Dataset entries:
* * * * * * *

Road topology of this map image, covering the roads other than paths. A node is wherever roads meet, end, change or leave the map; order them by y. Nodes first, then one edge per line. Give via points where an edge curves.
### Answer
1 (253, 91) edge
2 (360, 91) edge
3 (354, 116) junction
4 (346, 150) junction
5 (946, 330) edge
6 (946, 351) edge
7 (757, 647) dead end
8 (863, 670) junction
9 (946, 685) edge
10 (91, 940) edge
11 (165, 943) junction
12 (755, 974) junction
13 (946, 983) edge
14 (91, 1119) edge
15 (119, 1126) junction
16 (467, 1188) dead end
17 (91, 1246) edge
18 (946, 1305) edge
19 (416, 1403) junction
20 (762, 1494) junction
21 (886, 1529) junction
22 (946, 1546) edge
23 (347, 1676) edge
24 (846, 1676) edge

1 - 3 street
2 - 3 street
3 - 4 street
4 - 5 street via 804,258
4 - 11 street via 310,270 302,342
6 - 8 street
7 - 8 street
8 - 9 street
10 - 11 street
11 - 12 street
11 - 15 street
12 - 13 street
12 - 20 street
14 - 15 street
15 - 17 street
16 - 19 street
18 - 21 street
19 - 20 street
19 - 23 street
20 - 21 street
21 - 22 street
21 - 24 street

* * * * * * *

What you need to do:
Your output must be an exact copy of every entry.

Response for this exercise:
Road topology of this map image, covering the roads other than paths. A node is wherever roads meet, end, change or leave the map; order them by y. Nodes first, then one edge per line. Give via points where an edge curves.
### Answer
1 (253, 91) edge
2 (360, 91) edge
3 (354, 116) junction
4 (346, 150) junction
5 (946, 330) edge
6 (946, 351) edge
7 (757, 647) dead end
8 (863, 670) junction
9 (946, 685) edge
10 (91, 940) edge
11 (165, 943) junction
12 (755, 974) junction
13 (946, 983) edge
14 (91, 1119) edge
15 (119, 1126) junction
16 (467, 1188) dead end
17 (91, 1246) edge
18 (946, 1305) edge
19 (416, 1403) junction
20 (762, 1494) junction
21 (886, 1529) junction
22 (946, 1546) edge
23 (347, 1676) edge
24 (846, 1676) edge

1 - 3 street
2 - 3 street
3 - 4 street
4 - 5 street via 804,258
4 - 11 street via 310,270 302,342
6 - 8 street
7 - 8 street
8 - 9 street
10 - 11 street
11 - 12 street
11 - 15 street
12 - 13 street
12 - 20 street
14 - 15 street
15 - 17 street
16 - 19 street
18 - 21 street
19 - 20 street
19 - 23 street
20 - 21 street
21 - 22 street
21 - 24 street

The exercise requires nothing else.